**WORK REQUIRED**
What you return must be the full listing, word for word, with no images in it.

Top of DATA UNDER STUDY

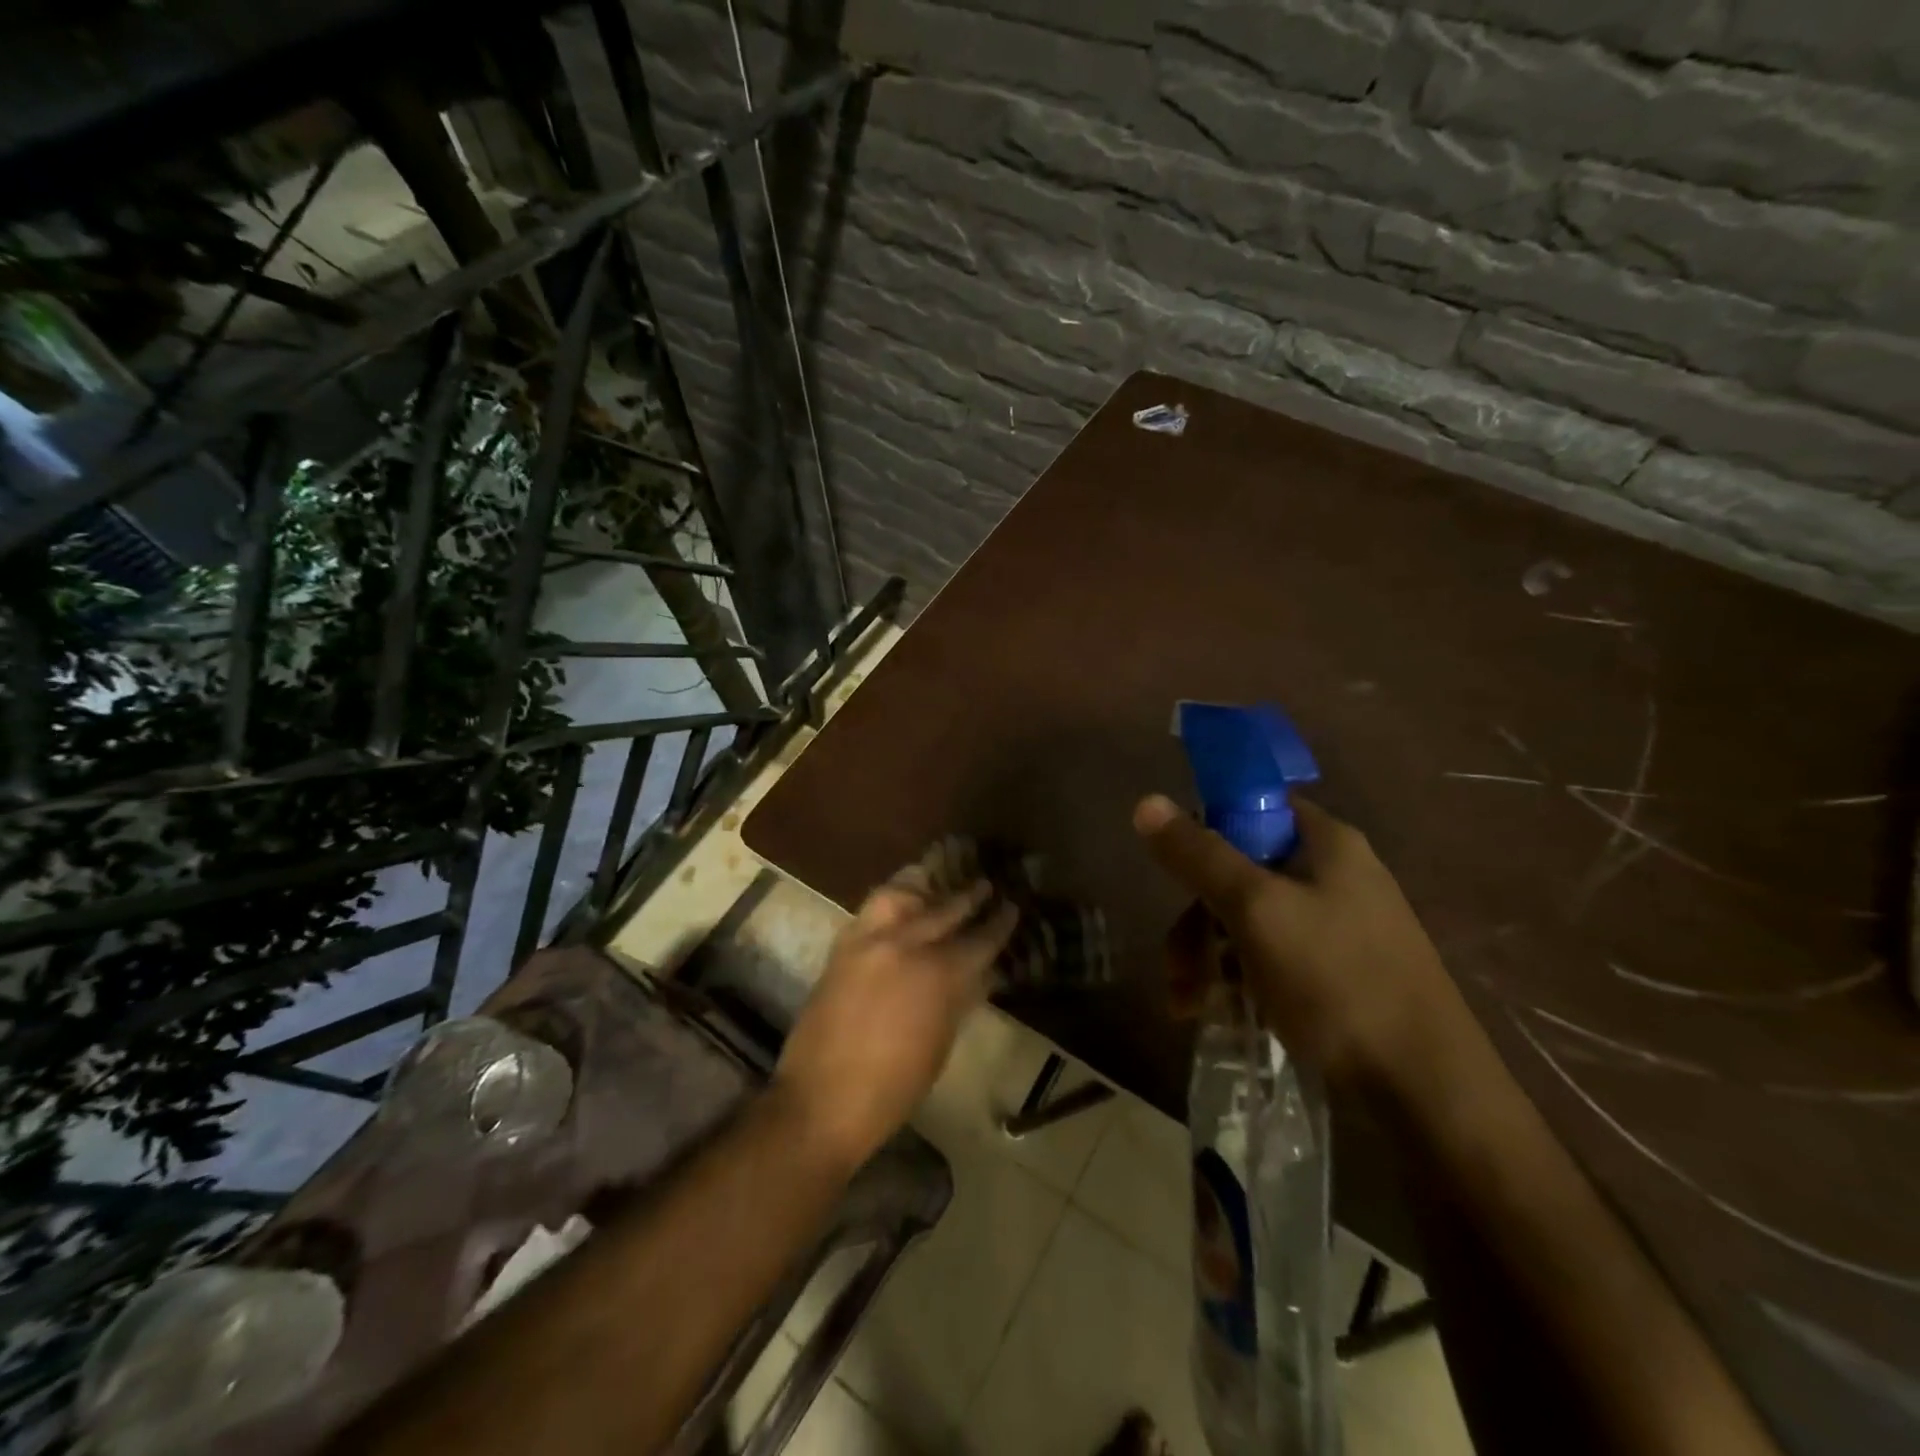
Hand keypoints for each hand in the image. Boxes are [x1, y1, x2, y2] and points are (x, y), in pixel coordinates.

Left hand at [775, 870, 1017, 1170]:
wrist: (822, 1099)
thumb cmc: (894, 1087)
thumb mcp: (941, 1043)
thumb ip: (960, 998)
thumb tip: (981, 972)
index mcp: (939, 976)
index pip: (979, 940)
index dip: (999, 924)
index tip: (1011, 908)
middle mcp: (906, 946)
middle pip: (945, 910)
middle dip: (969, 896)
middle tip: (985, 886)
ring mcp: (870, 941)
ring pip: (901, 895)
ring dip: (924, 889)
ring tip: (936, 886)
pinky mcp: (842, 946)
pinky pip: (871, 910)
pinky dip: (891, 903)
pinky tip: (901, 906)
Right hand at [1133, 793, 1462, 1089]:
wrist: (1427, 1090)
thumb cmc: (1338, 981)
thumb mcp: (1257, 910)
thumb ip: (1199, 856)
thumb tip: (1146, 801)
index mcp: (1327, 843)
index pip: (1254, 807)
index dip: (1208, 831)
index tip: (1177, 875)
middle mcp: (1334, 875)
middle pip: (1241, 873)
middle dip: (1198, 921)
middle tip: (1178, 968)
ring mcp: (1338, 926)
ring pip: (1249, 922)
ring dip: (1209, 959)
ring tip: (1189, 1006)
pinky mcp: (1336, 973)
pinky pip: (1271, 958)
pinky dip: (1239, 981)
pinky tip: (1224, 1016)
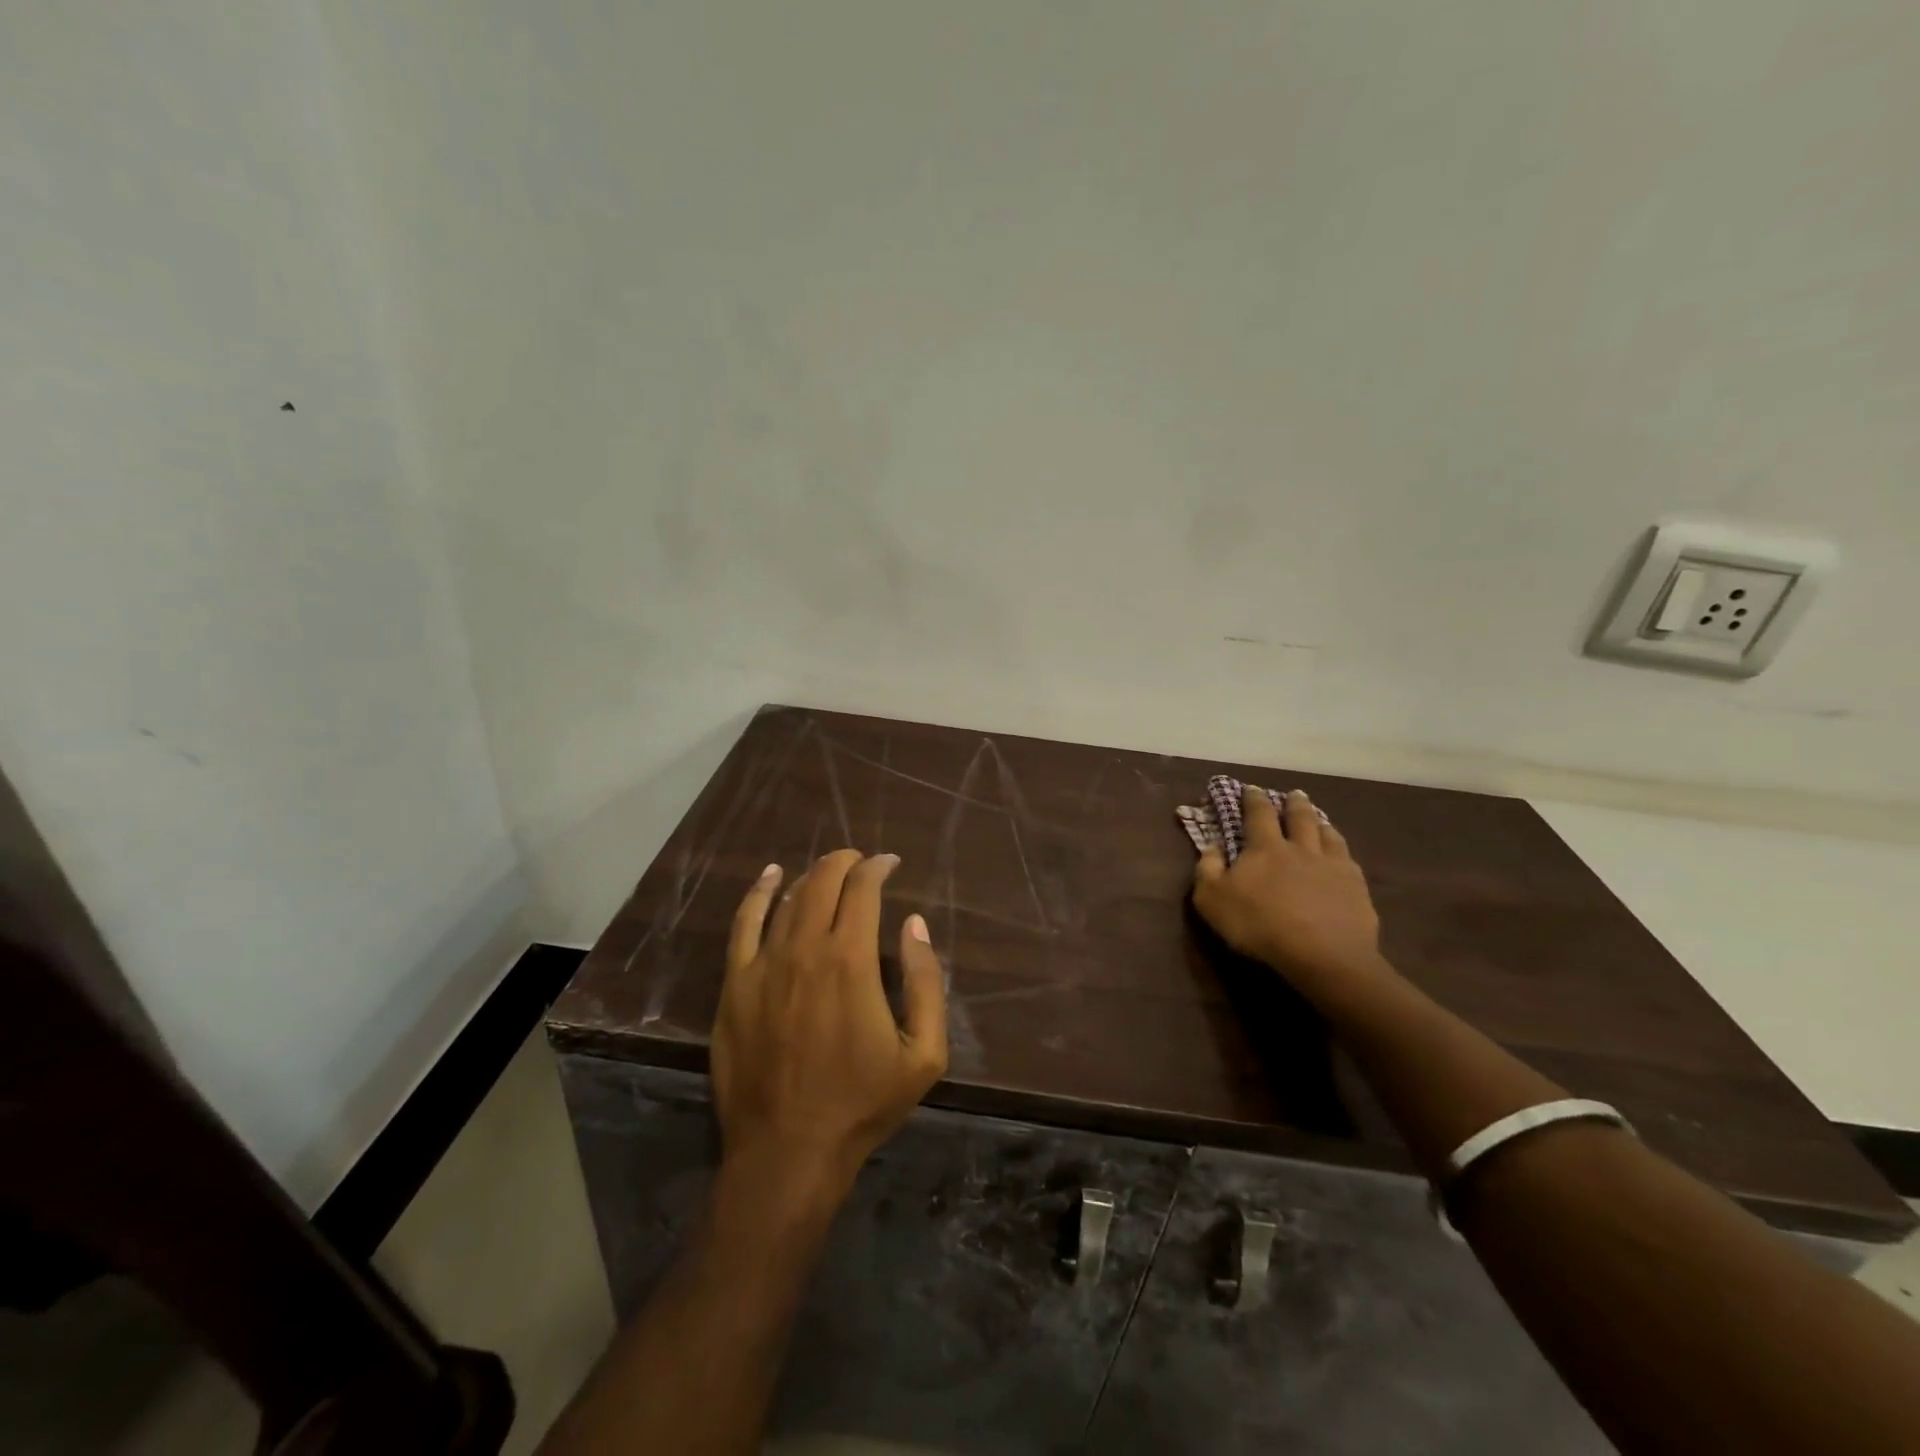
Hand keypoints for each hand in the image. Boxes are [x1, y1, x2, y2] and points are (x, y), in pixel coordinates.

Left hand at [713, 850, 948, 1197]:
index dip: (878, 868)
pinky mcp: (735, 985)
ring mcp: (763, 965)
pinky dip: (758, 894)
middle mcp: (804, 949)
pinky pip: (744, 924)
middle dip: (845, 862)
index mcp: (850, 960)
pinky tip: (770, 877)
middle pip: (822, 882)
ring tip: (828, 872)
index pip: (863, 890)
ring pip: (788, 899)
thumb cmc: (862, 1103)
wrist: (788, 1150)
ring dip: (811, 877)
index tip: (890, 864)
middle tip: (861, 862)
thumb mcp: (923, 1052)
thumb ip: (926, 981)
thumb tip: (914, 924)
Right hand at [1192, 787, 1383, 989]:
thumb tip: (1211, 847)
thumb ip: (1207, 870)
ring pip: (1328, 834)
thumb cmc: (1258, 925)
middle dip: (1294, 803)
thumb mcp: (1212, 900)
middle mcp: (1300, 848)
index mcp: (1265, 848)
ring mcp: (1332, 866)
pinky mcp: (1356, 887)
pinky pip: (1348, 859)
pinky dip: (1341, 850)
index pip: (1258, 814)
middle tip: (1294, 794)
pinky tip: (1342, 855)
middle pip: (1299, 817)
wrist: (1322, 954)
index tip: (1252, 788)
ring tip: (1320, 819)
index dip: (1253, 799)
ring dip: (1321, 823)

Bottom of DATA UNDER STUDY

**SOLUTION TO THIS TASK**
Hand keypoints for each hand in the image. Boxes are [x1, y1, x2, y2] and points are (x, y), in pixel coordinates.

Left hand at [775, 870, 1017, 1170]:
wrist: (822, 1099)
thumb cmc: (894, 1087)
thumb mcp: (941, 1043)
thumb ip: (960, 998)
thumb tip: (981, 972)
index mcp: (939, 976)
index pip: (979, 940)
index dip: (999, 924)
index tip: (1011, 908)
middle mcp: (906, 946)
middle pip: (945, 910)
middle dip: (969, 896)
middle tip: (985, 886)
ring mcp: (870, 941)
ring pip: (901, 895)
ring dip: (924, 889)
ring tip: (936, 886)
pinky mcp: (842, 946)
pinky pip: (871, 910)
pinky dip: (891, 903)
pinky tip: (901, 906)
Right hand at [1133, 793, 1462, 1089]:
wrist: (1427, 1090)
thumb cmc: (1338, 981)
thumb mcp: (1257, 910)
thumb ip: (1199, 856)
thumb tip: (1146, 801)
index mcp: (1327, 843)
index pip: (1254, 807)
index dip: (1208, 831)
index tip: (1177, 875)
middle mcp: (1334, 875)
middle pip: (1241, 873)
middle dip: (1198, 921)
middle tip: (1178, 968)
ring mcp: (1338, 926)
ring pip: (1249, 922)
ring dip: (1209, 959)
ring tip: (1189, 1006)
pinky mcp: (1336, 973)
pinky pip: (1271, 958)
pinky dip: (1239, 981)
pinky tip: (1224, 1016)
Hand keypoints for each hand in the image. Boxes are [x1, y1, x2, y2] and points are (x, y), in pixel coordinates.

Left hand at [713, 850, 948, 1197]:
index dip: (878, 868)
pinky mcp: (735, 985)
ring mcp: (763, 965)
pinky dip: (758, 894)
middle mcp: (804, 949)
pinky pip: (744, 924)
middle dip: (845, 862)
index mcp: (850, 960)
pinky tip: (770, 877)
middle pip: (822, 882)
ring tip: (828, 872)
index pip: (863, 890)
ring pip: (788, 899)
thumb cmc: (862, 1103)
wrist: (788, 1150)
ring dip: (811, 877)
index tip: (890, 864)
middle tip: (861, 862)
thumb mcp: (923, 1052)
thumb ip: (926, 981)
thumb tip: (914, 924)
Right hand at [1192, 787, 1383, 989]:
thumb tip: (1211, 847)
thumb ip: (1207, 870)
ring pip: (1328, 834)
thumb cmc: (1258, 925)
middle dip: (1294, 803)
thumb mcp: (1212, 900)
middle mcp: (1300, 848)
index mcp: (1265, 848)
ring mcp: (1332, 866)
pinky mcp: (1356, 887)
pinky pip: (1348, 859)
pinky dip: (1341, 850)
index pip: (1258, 814)
middle tip: (1294, 794)
pinky tip: (1342, 855)
middle pip: (1299, 817)
wrist: (1322, 954)
index tip: (1252, 788)
ring tip: (1320, 819)
index dip: (1253, 799)
ring dip: (1321, 823)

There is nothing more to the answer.